* **ABOUT THIS TASK**
Beneath this instruction is a block of data; output from it exactly the lines that run from the one containing "thumb ip: (935, 979)" through the one containing "thumb tip: (967, 1083)", inclusive.

___

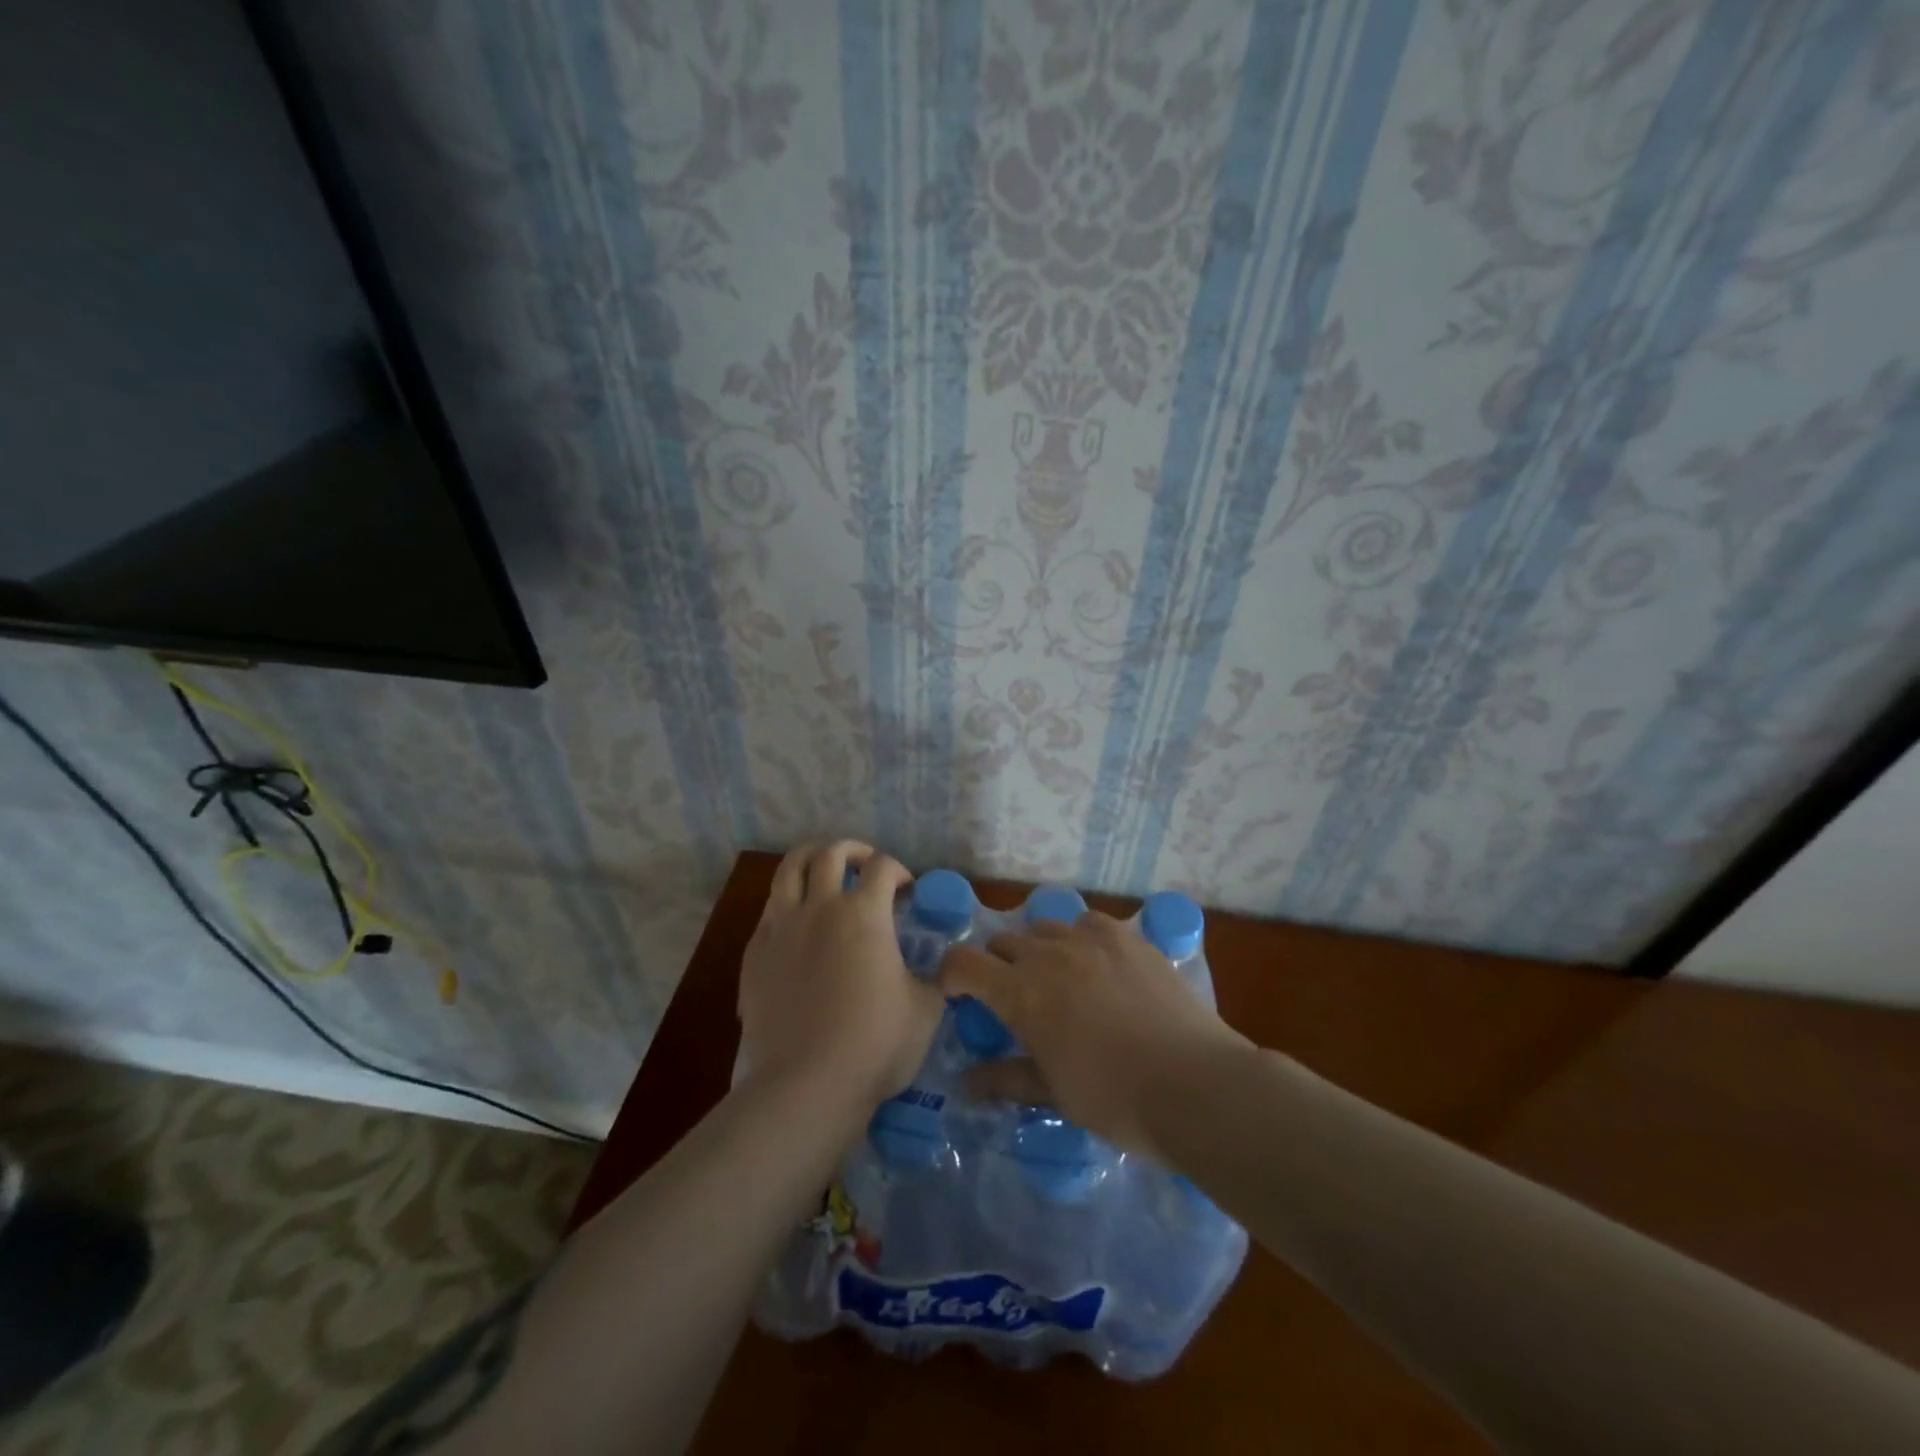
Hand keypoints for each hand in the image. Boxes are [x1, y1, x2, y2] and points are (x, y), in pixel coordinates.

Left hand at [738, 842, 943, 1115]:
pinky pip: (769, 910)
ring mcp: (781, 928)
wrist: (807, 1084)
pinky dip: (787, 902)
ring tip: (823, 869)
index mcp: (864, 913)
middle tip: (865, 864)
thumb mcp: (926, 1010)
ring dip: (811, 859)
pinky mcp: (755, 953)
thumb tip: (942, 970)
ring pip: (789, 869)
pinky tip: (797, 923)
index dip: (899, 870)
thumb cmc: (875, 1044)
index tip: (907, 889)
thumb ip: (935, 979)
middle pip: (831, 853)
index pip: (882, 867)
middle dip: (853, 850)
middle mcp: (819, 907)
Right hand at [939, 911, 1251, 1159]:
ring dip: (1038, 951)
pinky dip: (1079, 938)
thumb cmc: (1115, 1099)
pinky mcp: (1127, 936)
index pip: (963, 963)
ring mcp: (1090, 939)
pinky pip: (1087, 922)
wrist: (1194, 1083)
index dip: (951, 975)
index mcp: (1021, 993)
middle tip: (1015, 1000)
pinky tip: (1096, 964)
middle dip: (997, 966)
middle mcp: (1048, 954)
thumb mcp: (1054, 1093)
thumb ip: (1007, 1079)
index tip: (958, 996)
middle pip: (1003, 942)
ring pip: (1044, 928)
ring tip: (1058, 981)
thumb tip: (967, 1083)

___

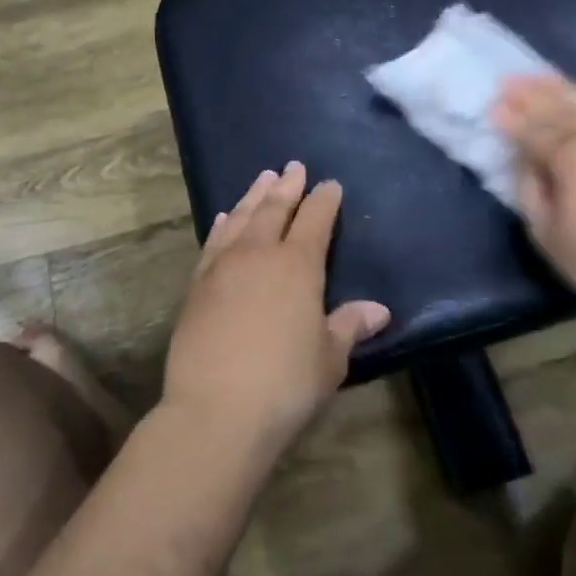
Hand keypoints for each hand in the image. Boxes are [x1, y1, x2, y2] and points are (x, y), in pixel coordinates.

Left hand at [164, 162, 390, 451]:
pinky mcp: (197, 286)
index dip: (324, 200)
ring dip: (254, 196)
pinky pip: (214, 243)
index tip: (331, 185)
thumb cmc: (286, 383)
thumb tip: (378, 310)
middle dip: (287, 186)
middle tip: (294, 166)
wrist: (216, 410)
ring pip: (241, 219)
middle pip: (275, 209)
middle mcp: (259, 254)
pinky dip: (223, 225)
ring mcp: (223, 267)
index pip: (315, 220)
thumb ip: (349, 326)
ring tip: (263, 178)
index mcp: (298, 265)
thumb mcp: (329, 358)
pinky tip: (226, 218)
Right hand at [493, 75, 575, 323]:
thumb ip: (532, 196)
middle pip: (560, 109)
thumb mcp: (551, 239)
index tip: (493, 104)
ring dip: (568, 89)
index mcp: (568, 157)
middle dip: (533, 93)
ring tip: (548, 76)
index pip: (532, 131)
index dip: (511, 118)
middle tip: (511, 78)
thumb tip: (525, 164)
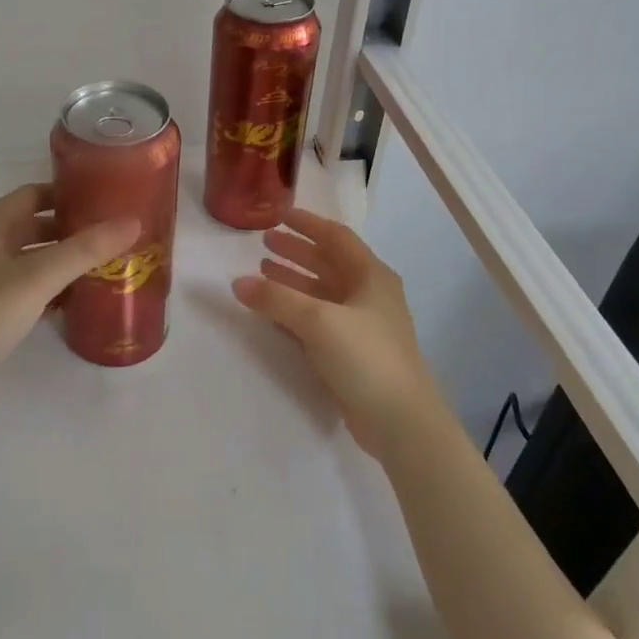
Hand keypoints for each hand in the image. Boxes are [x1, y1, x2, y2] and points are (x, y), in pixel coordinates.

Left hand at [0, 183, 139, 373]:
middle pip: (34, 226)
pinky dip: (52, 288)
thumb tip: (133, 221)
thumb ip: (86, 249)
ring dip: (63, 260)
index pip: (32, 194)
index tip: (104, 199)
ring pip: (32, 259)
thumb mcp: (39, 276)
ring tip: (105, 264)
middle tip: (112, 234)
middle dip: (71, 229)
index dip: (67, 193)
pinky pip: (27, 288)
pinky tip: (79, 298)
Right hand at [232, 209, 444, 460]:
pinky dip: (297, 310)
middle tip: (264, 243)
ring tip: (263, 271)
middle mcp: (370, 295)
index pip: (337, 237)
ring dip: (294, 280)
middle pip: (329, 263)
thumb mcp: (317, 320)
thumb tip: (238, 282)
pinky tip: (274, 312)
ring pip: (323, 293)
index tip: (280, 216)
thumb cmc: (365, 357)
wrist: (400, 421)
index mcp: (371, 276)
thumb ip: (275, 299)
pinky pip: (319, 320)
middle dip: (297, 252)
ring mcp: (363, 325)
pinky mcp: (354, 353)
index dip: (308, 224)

___

* **REPLY**
thumb ip: (935, 979)
middle pip: (831, 853)
index pip: (882, 867)
middle dip: (853, 850)
middle mcp: (819, 907)
Right hand at [939, 911, 1251, 1159]:
ring dip: (1038, 951)
pinky dip: (1079, 938)
thumb cmc: (1115, 1099)
pinky mcp: (1127, 936)
index pip: (963, 963)
ring mcp: (1090, 939)
pinky pip: (1087, 922)
wrist: (1194, 1083)
index dip: (951, 975)
index mcp: (1021, 993)
middle tip: (1015, 1000)
pinky tip: (1096, 964)
middle dip: (997, 966)
middle mcp: (1048, 954)
thumb mcp: (1054, 1093)
thumb ip: (1007, 1079)
index tip: (958, 996)
middle pip: (1003, 942)
ring pip: (1044, 928)
ring tip: (1058, 981)
thumb tip: (967, 1083)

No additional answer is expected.